Corsica
- Use: Small vexillological symbol or pictogram in black and white showing the different uses of the flag
- Adopted: 1980 (re-adopted)
- Design: A white field with a black Moor's head

= Flag and coat of arms of Corsica =

The flag of Corsica (bandera di a Corsica) or the Corsican flag (bandera corsa), was adopted by General of the Nation Pasquale Paoli in 1755 and was based on a traditional flag used previously. It portrays a Moor's head in black wearing a white bandana above his eyes on a white background. Previously, the bandana covered his eyes; Paoli wanted the bandana moved to above the eyes to symbolize the liberation of the Corsican people from the Genoese.

It was used by the Corsican Republic and fell out of usage after 1769, when France forced the island's former Genoese masters to sell it to settle the debts contracted by the Italian maritime republic with France. This was to pay the costs of the French expeditionary corps, which should have helped Genoa to secure its control of Corsica; French troops put down the long-standing rebellion on the island. During this period under French rule, 1769–1789, Corsican patriots again used the version of the flag with blindfolded eyes, as a mark of protest.

The unblindfolded version, quartered with the British coat of arms, was used as the official flag during the Anglo-Corsican Kingdom of 1794–1796. It then fell into disuse until 1980, when it was officially re-adopted as the regional flag.

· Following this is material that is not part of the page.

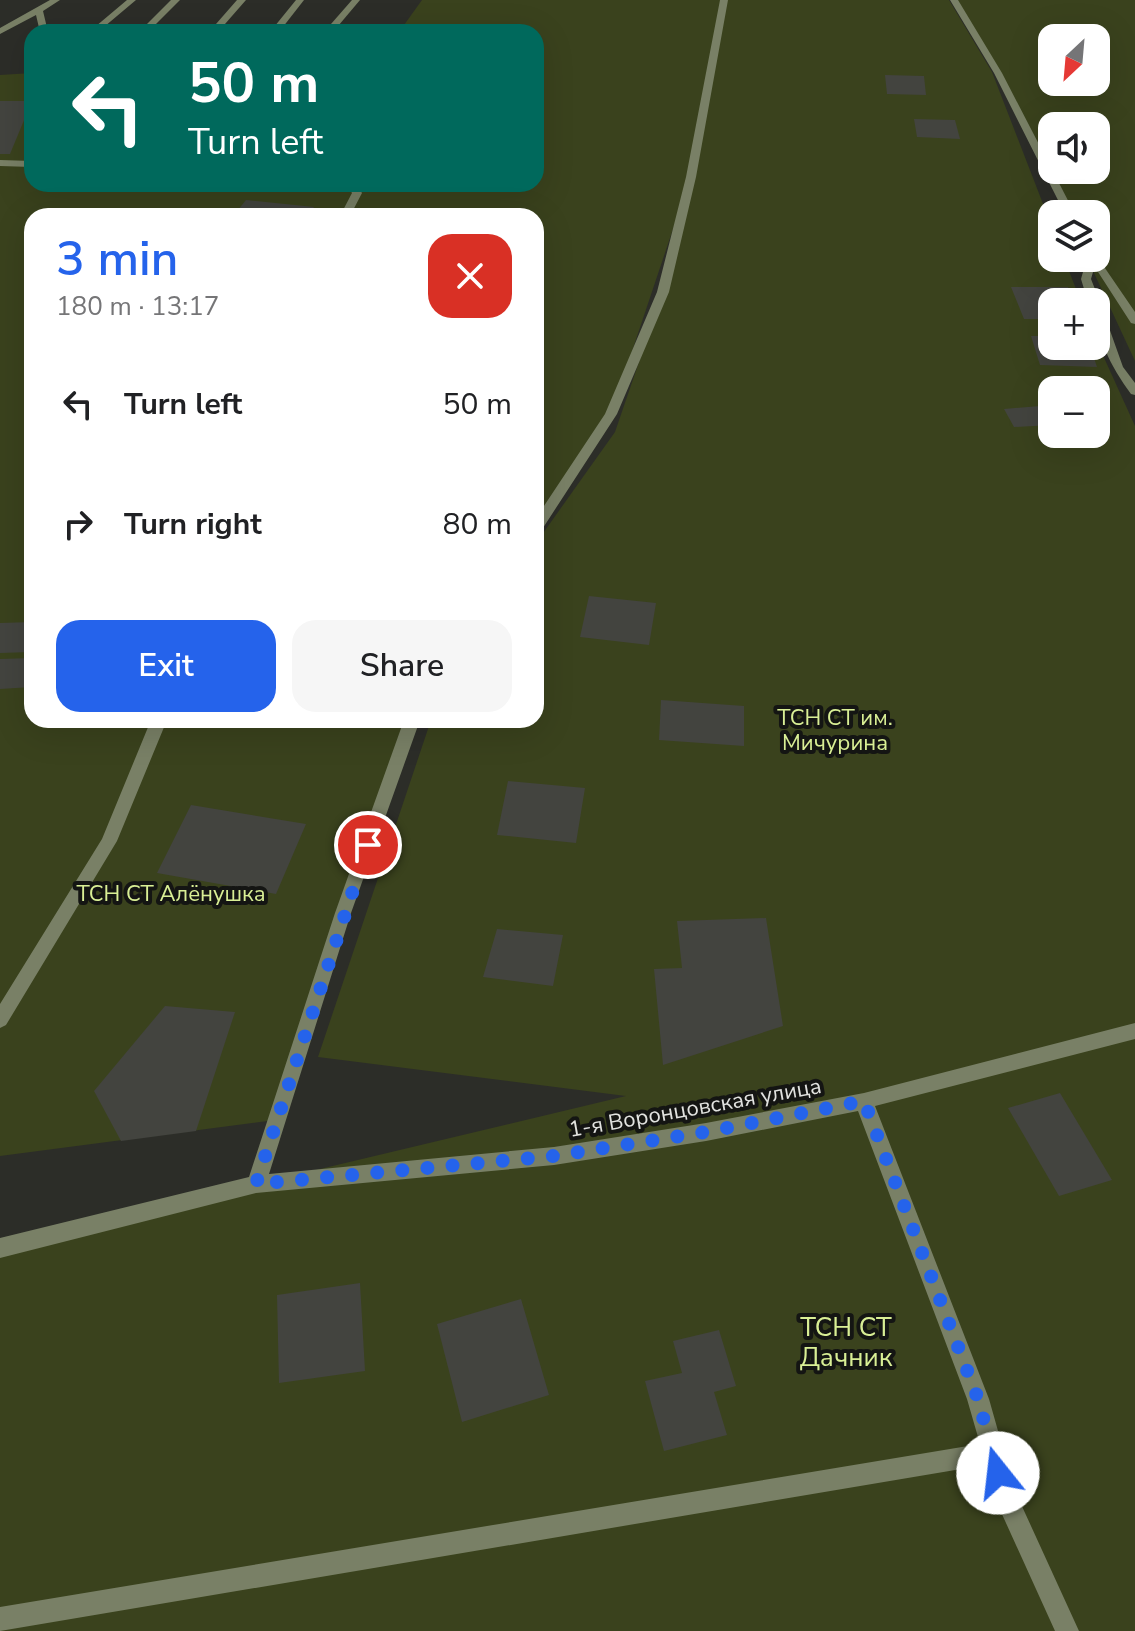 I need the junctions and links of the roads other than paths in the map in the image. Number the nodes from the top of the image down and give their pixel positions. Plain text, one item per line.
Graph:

The Moor's head is also used on the coat of arms of Corsica, the flag of the neighbouring Sardinia, the coat of arms of Aragon, and on the crest of Clan Borthwick.

==Origin==
According to the legend, it originates from the 13th century when a young Corsican woman named Diana was captured by Moorish slavers who planned to sell her to the slave market of Granada. Her fiancé Pablo managed to free her and a battle ensued between Corsicans and Moors, during which the Moorish leader Mansour Ben Ismaïl was beheaded. His severed head then became the symbol of Corsica in remembrance of the event.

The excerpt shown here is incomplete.